Their eventual success has been built on middle- and lower-order runs from Jos Buttler, Curran and Chris Woakes, backed up by a dependable bowling attack that has exploited the assistance offered throughout.
But questions remain over a top order that continues to fail. England have used four different batsmen at number four over the course of the series, while there is doubt over the futures of openers Cook and Keaton Jennings.
They also seem to be no nearer to knowing the identity of their premier spin bowler, a concern with tours of Sri Lanka and West Indies scheduled for the winter.
India pay price for missed chances
India’s spot at the top of the world rankings will not be altered by this series defeat, but they will be left to rue squandered opportunities to record their first series win in England since 2007.
At Edgbaston, they had England 87-7 in the second innings, only for the momentum to be reversed by Curran.
Here, they let England reach 246 from 86-6 in their first innings and only mustered a first-innings lead of 27 despite being 142-2 at one stage.
Although their turnaround to win at Trent Bridge after being hammered at Lord’s was admirable and their pace bowlers have consistently been excellent, India failed to fully capitalise on England’s weaknesses.

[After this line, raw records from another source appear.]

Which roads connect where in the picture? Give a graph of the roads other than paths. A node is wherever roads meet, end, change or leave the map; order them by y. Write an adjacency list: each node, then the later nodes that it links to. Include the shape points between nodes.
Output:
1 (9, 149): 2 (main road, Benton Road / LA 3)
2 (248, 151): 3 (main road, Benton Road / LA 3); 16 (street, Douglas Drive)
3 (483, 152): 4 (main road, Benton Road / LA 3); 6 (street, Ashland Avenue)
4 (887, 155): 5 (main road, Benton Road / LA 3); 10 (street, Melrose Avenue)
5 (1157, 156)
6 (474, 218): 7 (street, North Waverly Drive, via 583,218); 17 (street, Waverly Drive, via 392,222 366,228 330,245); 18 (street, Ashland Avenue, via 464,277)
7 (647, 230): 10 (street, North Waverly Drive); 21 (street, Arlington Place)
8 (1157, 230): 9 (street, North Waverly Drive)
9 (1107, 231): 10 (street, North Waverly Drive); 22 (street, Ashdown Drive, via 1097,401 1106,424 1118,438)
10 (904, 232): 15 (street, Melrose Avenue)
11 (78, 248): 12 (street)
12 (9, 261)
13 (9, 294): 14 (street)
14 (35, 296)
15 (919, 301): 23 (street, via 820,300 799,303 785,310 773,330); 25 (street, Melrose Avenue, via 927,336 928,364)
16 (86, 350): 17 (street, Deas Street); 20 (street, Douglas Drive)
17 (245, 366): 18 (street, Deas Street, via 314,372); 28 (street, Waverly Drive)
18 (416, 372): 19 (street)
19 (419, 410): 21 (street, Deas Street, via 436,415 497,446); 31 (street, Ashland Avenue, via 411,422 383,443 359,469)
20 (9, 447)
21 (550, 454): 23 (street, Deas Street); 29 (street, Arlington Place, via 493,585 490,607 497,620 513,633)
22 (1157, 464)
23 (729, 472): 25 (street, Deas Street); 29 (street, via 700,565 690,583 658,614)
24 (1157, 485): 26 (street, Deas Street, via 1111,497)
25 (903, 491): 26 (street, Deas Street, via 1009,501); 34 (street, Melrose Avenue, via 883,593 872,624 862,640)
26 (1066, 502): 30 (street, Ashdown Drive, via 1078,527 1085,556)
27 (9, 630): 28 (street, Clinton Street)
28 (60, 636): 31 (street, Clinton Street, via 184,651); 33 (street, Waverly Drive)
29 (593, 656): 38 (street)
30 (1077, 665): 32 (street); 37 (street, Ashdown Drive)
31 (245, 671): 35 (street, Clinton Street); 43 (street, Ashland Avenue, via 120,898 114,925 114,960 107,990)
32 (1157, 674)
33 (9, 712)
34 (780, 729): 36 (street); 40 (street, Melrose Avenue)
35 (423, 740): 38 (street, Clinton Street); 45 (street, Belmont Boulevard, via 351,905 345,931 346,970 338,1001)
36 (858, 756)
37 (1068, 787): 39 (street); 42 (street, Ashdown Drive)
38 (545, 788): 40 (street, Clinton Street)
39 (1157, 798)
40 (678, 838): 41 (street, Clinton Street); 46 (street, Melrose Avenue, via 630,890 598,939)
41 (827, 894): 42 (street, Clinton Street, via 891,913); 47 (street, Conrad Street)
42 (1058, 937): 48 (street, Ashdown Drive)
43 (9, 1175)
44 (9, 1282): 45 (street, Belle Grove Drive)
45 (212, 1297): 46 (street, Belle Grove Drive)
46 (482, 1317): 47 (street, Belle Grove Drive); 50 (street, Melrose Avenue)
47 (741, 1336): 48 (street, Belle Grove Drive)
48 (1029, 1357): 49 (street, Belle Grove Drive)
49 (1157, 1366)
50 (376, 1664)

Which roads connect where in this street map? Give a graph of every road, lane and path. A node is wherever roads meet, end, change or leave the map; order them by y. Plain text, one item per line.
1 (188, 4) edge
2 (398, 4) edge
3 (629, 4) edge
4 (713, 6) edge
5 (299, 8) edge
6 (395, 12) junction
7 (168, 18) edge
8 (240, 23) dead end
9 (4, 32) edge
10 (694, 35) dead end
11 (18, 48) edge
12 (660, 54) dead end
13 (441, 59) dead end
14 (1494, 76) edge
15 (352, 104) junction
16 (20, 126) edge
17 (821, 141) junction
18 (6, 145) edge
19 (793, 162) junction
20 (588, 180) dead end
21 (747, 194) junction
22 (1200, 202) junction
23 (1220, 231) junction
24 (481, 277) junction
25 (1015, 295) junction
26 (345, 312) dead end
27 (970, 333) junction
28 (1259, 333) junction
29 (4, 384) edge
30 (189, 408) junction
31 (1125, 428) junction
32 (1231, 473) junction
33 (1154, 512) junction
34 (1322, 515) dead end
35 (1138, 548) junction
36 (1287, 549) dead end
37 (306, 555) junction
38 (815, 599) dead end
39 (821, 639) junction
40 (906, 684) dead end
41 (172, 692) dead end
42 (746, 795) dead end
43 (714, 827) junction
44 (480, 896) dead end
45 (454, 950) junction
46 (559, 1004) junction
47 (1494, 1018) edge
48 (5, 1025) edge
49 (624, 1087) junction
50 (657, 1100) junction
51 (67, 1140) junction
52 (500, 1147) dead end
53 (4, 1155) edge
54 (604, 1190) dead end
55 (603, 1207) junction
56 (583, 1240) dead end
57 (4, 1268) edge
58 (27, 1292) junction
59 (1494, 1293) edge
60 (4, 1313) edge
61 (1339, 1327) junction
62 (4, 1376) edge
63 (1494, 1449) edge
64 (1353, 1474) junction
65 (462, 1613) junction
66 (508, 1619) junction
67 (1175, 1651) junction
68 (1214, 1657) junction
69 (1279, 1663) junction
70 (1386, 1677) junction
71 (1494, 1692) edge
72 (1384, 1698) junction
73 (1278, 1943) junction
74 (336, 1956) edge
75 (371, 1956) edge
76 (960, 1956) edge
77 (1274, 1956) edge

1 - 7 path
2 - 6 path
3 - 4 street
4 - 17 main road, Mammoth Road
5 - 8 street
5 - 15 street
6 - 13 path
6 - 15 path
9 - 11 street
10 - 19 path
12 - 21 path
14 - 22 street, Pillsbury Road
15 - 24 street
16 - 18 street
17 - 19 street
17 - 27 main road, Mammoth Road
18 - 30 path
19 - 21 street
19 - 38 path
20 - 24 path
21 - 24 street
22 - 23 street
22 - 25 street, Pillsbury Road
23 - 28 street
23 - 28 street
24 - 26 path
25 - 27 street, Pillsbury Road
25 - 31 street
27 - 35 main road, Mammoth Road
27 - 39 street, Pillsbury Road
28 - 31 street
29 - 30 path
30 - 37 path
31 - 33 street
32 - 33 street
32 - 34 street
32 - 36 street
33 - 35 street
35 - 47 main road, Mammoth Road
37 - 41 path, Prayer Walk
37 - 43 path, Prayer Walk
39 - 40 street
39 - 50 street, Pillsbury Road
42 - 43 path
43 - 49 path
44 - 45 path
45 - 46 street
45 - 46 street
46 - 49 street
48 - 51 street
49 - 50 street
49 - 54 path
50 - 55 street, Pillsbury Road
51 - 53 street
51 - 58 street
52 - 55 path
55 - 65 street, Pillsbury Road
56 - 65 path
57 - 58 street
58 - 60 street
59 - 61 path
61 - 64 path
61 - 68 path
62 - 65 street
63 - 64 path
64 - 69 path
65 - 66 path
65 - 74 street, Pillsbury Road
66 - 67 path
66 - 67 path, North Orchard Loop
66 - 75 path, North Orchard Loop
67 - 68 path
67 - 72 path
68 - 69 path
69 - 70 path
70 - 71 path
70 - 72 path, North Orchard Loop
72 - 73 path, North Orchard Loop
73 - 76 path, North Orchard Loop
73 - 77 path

India can point to an injury that hindered off-spinner Ashwin in Southampton, but too few of the tourists have followed the example of Kohli.
The brilliant skipper has 544 runs, twice as many as any other player in the series and the most by a visiting batsman to England since 2006, but will still end up on the losing side.
England captain Joe Root speaking to BBC Test Match Special: “There have been ups and downs throughout the series but the strength of characters of this group gets us through the most and we showed that for huge amounts of this game. I couldn’t be more proud of the team.
“One of our strengths has been the middle and lower order and it’s the reason we’ve won this series, along with our performances with the ball.”
On Moeen Ali: “He should be really proud of what he’s done here. To perform like that in his first game back is exceptional.”
India captain Virat Kohli: “Apart form Lord’s, I don’t think we’ve been completely outplayed in the series. It’s been fun – both sides have gone at each other with intensity.
“We won’t fold in the final game. We will go with the same intensity.”
Former England captain Michael Vaughan on TMS: “Of the three victories, this has been the most impressive by England because of the conditions here.”
Broad equals Hadlee, Cook surpasses Fleming
- Stuart Broad’s dismissal of KL Rahul took him level with Sir Richard Hadlee and into eighth in the list of all-time leading Test wicket-takers.
- Virat Kohli’s tally of 544 runs is the second highest for an Indian in England, behind Rahul Dravid’s 602 in 2002.
- Alastair Cook’s two catches took him to 173 in Tests, surpassing New Zealand’s Stephen Fleming and moving him sixth on the all-time list.